First introduced in October 2020, Dynamic Containment (DC) is a post-fault rapid response mechanism that attempts to smooth instability within electricity systems and, more broadly, the national grid.

It was developed by the National Grid Electricity System Operator (NGESO) as a means of phasing out their slower, monthly-tendered Firm Frequency Response (FFR) service. As one of the fastest services in the world, DC ensures that the frequency of the power network operates within one per cent of 50Hz, 24-hours a day. Low DC is employed in re-instating this frequency when current fluctuations have forced it below the optimum, and high DC enables the converse.

Maintaining the 50Hz target is crucial to ensuring the effective functioning of the UK’s energy distribution - it’s the frequency at which all UK appliances, electrical equipment, homes and businesses operate. If the supply of electricity exceeds its demand, this frequency will rise; and if demand exceeds supply, it will fall.

Frequency changes can also be a direct consequence of physical problems such as power line faults or generator failures. These sudden, system-based complications trigger particularly abrupt fluctuations in frequency, subsequently resulting in significant energy disruptions across the UK. DC aims to reverse these imbalances, with DC providers injecting power during large drops in frequency.

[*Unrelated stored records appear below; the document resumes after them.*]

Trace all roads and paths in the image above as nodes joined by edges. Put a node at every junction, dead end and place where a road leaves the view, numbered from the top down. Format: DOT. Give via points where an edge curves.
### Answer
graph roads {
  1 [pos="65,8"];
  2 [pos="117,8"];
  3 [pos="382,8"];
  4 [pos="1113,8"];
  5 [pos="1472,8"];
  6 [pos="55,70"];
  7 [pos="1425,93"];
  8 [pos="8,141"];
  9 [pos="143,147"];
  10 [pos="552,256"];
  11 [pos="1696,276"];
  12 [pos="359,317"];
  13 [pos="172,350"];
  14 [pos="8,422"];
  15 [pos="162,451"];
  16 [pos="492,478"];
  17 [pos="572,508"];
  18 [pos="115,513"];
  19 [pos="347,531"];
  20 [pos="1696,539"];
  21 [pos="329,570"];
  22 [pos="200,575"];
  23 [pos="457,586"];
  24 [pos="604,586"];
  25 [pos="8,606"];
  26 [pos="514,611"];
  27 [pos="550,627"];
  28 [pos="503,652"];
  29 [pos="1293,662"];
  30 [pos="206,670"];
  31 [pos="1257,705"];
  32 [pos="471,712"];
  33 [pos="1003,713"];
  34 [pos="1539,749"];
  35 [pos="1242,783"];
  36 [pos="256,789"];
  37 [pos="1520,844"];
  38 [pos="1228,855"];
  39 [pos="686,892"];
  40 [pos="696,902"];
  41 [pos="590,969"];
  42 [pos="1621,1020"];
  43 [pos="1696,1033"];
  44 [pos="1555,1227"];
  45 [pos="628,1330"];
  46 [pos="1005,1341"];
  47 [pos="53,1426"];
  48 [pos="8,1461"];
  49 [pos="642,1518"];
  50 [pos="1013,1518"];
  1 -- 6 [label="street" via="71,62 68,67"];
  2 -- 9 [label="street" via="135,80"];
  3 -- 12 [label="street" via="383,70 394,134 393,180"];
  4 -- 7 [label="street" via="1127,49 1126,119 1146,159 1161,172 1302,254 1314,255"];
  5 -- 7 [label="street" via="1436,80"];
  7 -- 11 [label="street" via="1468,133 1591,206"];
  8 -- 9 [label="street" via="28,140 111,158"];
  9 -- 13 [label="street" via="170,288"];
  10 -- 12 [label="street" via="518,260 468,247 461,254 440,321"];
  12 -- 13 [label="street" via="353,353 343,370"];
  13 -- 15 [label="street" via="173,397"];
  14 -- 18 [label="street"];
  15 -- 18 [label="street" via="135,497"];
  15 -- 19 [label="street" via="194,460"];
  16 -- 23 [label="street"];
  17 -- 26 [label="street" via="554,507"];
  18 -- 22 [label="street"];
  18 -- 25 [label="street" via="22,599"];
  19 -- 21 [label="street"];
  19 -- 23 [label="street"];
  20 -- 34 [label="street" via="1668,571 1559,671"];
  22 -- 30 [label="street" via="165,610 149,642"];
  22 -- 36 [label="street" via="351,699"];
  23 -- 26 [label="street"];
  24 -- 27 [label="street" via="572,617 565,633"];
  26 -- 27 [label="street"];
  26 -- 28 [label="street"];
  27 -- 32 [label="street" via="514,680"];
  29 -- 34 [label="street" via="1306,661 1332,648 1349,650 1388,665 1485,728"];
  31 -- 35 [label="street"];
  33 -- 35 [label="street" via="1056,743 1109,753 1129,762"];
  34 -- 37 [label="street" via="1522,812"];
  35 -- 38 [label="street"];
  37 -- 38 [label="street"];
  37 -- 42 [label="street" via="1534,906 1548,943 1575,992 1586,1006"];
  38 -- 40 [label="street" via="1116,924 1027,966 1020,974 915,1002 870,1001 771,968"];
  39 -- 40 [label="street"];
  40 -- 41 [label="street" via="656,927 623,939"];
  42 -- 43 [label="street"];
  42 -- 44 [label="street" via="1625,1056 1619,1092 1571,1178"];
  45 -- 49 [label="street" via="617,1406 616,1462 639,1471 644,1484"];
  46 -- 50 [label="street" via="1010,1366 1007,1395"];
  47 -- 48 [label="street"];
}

With the growing development and integration of renewable energy into the grid, the likelihood of unequal supply/demand-induced fluctuations are increasing. Renewables are non-synchronous; they usually rely on unpredictable generation sources (such as wind or solar) that subsequently result in intermittent energy production and supply.

Previously, thermal power acted as a steady shock absorber for sudden frequency changes; but, as the proportion of the energy mix that is made up of decentralised renewable power increases, the portion of inbuilt system inertia will fall. This means that the speed and capacity at which frequency response can take place must be particularly streamlined.

Currently, the NGESO requires that response time is less than a second, and is active when frequency moves outside of the ± 0.2Hz operational limits. DC facilitates future changes in the energy supply mix by directly combatting the heightened fluctuations in frequency that renewable grid integration entails. As such, it has a huge role in enabling the safe and effective transition of the UK national grid towards zero carbon energy sourcing.

Battery Energy Storage Systems (BESS) are particularly useful in managing frequency response, as their flexibility and speed enable a more stable utilisation of renewable energy in DC. Infact, many posit that DC will actually drive investment into battery energy storage; as renewable growth continues, its contribution towards DC is likely to become more significant.

Batteries effectively act as synthetic inertia; when significant frequency disturbances occur, they offer a reliable means of restoring stability. According to a lead developer at LCP Enact, such storage "continued to achieve high revenue streams of £21.5 million through the Dynamic Containment market in July".

Indeed, NGESO have committed to further unlocking revenue stacking for battery assets through the Balancing Mechanism in an attempt to incentivise investment into BESS. Here, value stacking allows BESS to earn revenue through both engagement in DC and through the Wholesale and Balancing markets, with optimisers often opting for the latter when DC volume requirements drop.

However, it is worth noting that some older battery assets struggle to act effectively as a DC participant. Essentially, the previous FFR service had less stringent technical requirements, and so the national switch to DC, whilst certainly being vital for long-term grid development, is not without some short-term difficulties regarding BESS. Indeed, the pre-qualification tests for becoming a DC provider are widely regarded as the strictest criteria of any service in which batteries can participate. 

Regardless, it is evident that BESS have a huge role to play in ensuring the continued integration of renewable energy into the grid, and the necessary maintenance of stability through their participation with DC.

DC is an integral part of the UK’s national grid. It enables rapid response to the detrimental fluctuations in frequency caused by physical problems and supply/demand disequilibria. As investment and development in renewable energy generation continue to increase, DC will have an even more important role to play in managing these fluctuations.

Already, the grid is moving away from the inertia traditionally supplied by thermal power, and is instead utilising DC to embrace and manage the less stable provision of renewable energy. More specifically, BESS has demonstrated the value of renewable energy storage, and offers a viable solution for ensuring complete DC efficacy alongside revenue generation.